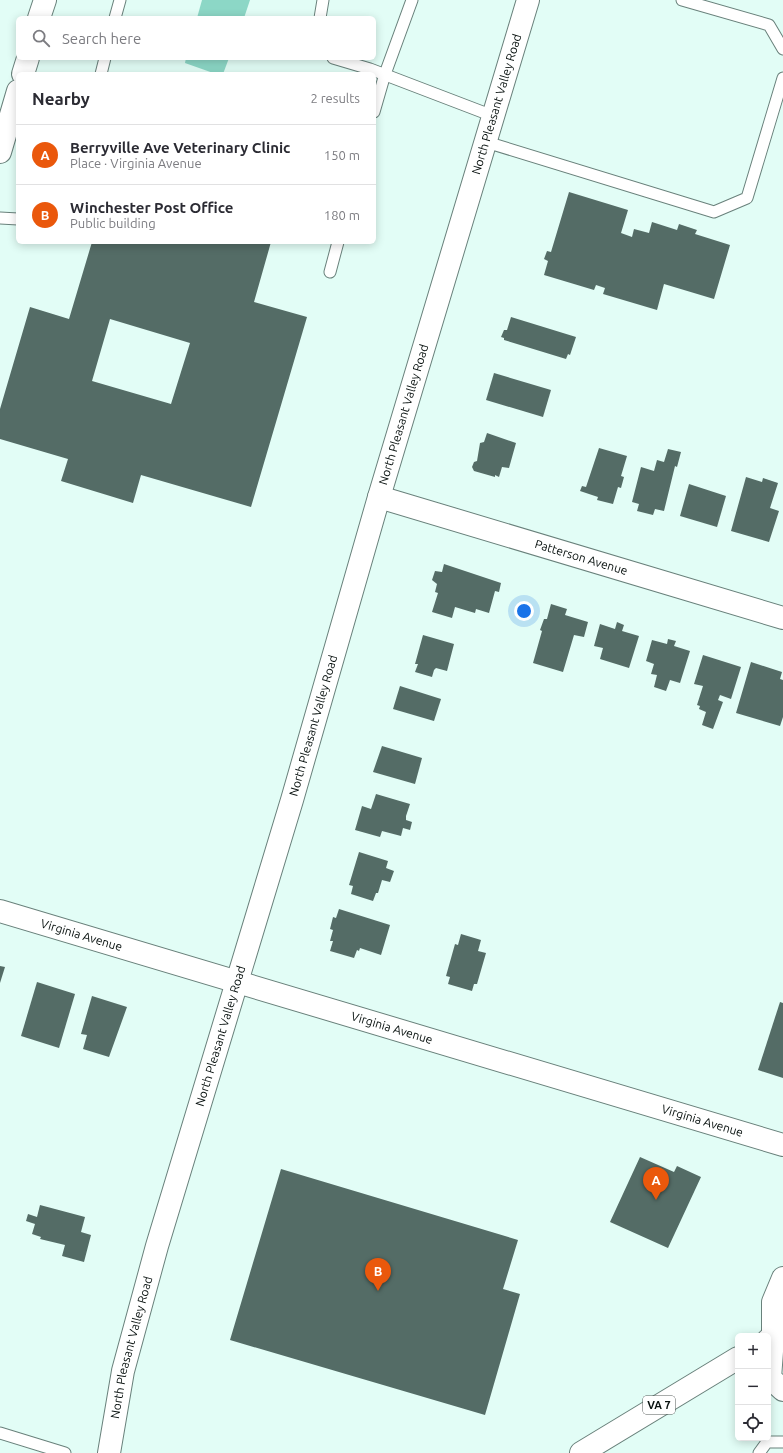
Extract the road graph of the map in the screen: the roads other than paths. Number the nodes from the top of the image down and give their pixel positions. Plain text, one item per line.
1 (44, 0) edge
2 (120, 0) edge
3 (323, 0) edge
4 (412, 0) edge
5 (528, 0) edge
6 (682, 0) edge
7 (40, 16) edge
8 (116, 16) edge
9 (320, 16) edge
10 (783, 48) edge
11 (27, 60) edge
12 (104, 60) edge
13 (340, 60) edge
14 (24, 72) edge
15 (102, 72) edge
16 (385, 74) junction
17 (783, 78) edge
18 (16, 98) edge
19 (376, 105) edge
20 (493, 116) junction
21 (486, 142) junction
22 (0, 152) edge
23 (0, 218) edge
24 (16, 219) edge
25 (337, 244) edge
26 (330, 272) dead end
27 (379, 497) junction
28 (783, 618) edge
29 (0, 911) edge
30 (236, 982) junction
31 (783, 1145) edge
32 (783, 1278) edge
33 (774, 1337) edge
34 (735, 1360) edge
35 (783, 1390) edge
36 (0, 1433) edge
37 (783, 1442) edge
38 (65, 1453) edge
39 (109, 1453) edge
40 (581, 1453) edge
41 (759, 1453) edge

1 - 7 street
2 - 8 lane
3 - 9 lane
4 - 16 lane
5 - 20 street, North Pleasant Valley Road
6 - 10 lane
11 - 14 street
12 - 15 lane
13 - 16 lane
16 - 19 lane
16 - 20 lane
17 - 21 lane
18 - 22 street
20 - 21 street, North Pleasant Valley Road
21 - 27 street, North Pleasant Valley Road
23 - 24 lane
25 - 26 lane
27 - 28 street, Patterson Avenue
27 - 30 street, North Pleasant Valley Road
29 - 30 street, Virginia Avenue
30 - 31 street, Virginia Avenue
30 - 39 street, North Pleasant Valley Road
32 - 33 street
33 - 35 street
34 - 40 street, VA 7
36 - 38 lane
37 - 41 lane

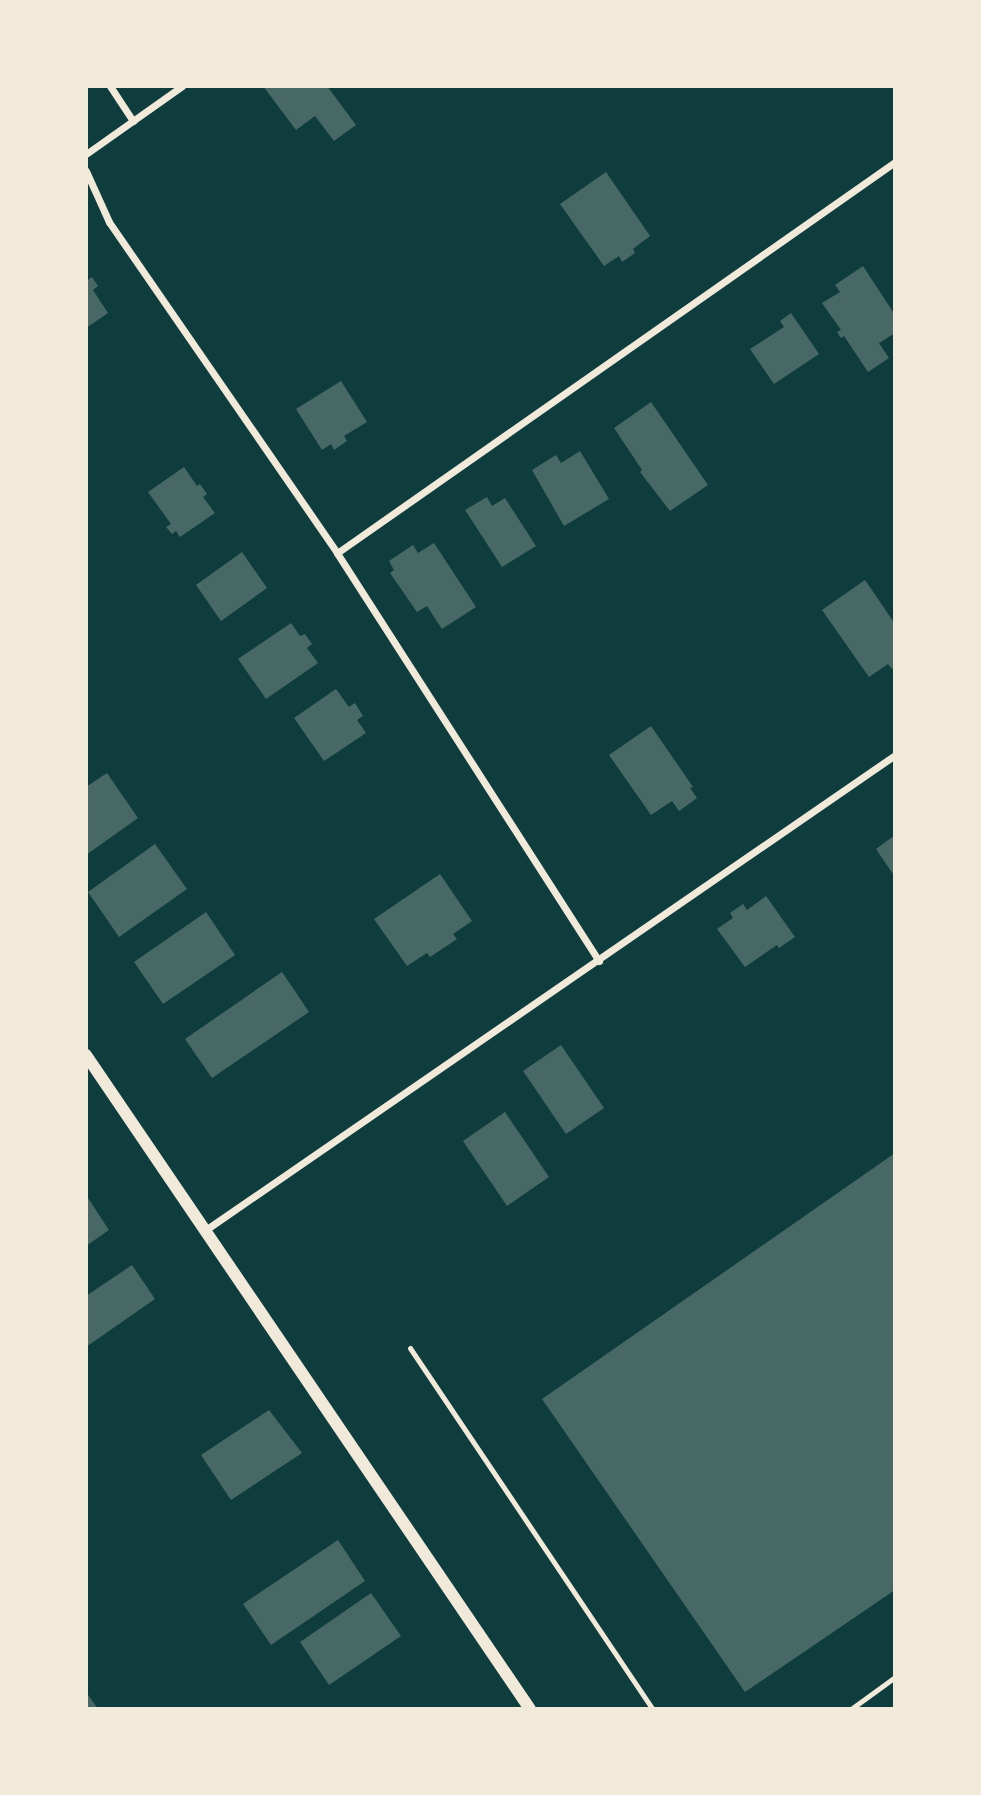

• [What the task asks]:
Set down every entry above exactly as written. Leave out all pictures.

• [Response for this exercise]:
Extract the road graph of the map in the screen: the roads other than paths. Number the nodes from the top of the image down and give their pixel positions. Plain text, one item per line.
1 (44, 0) edge
2 (120, 0) edge
3 (323, 0) edge
4 (412, 0) edge
5 (528, 0) edge
6 (682, 0) edge
7 (40, 16) edge
8 (116, 16) edge
9 (320, 16) edge
10 (783, 48) edge
11 (27, 60) edge
12 (104, 60) edge
13 (340, 60) edge
14 (24, 72) edge
15 (102, 72) edge
16 (385, 74) junction
17 (783, 78) edge
18 (16, 98) edge
19 (376, 105) edge
20 (493, 116) junction
21 (486, 142) junction
22 (0, 152) edge
23 (0, 218) edge
24 (16, 219) edge
25 (337, 244) edge
26 (330, 272) dead end
27 (379, 497) junction
28 (783, 618) edge
29 (0, 911) edge
30 (236, 982) junction
31 (783, 1145) edge
32 (783, 1278) edge
33 (774, 1337) edge
34 (735, 1360) edge
35 (783, 1390) edge
36 (0, 1433) edge
37 (783, 1442) edge
38 (65, 1453) edge
39 (109, 1453) edge
40 (581, 1453) edge
41 (759, 1453) edge

1 - 7 street
2 - 8 lane
3 - 9 lane
4 - 16 lane
5 - 20 street, North Pleasant Valley Road
6 - 10 lane
11 - 14 street
12 - 15 lane
13 - 16 lane
16 - 19 lane
16 - 20 lane
17 - 21 lane
18 - 22 street
20 - 21 street, North Pleasant Valley Road
21 - 27 street, North Pleasant Valley Road
23 - 24 lane
25 - 26 lane
27 - 28 street, Patterson Avenue
27 - 30 street, North Pleasant Valley Road
29 - 30 street, Virginia Avenue
30 - 31 street, Virginia Avenue
30 - 39 street, North Pleasant Valley Road
32 - 33 street
33 - 35 street
34 - 40 street, VA 7
36 - 38 lane
37 - 41 lane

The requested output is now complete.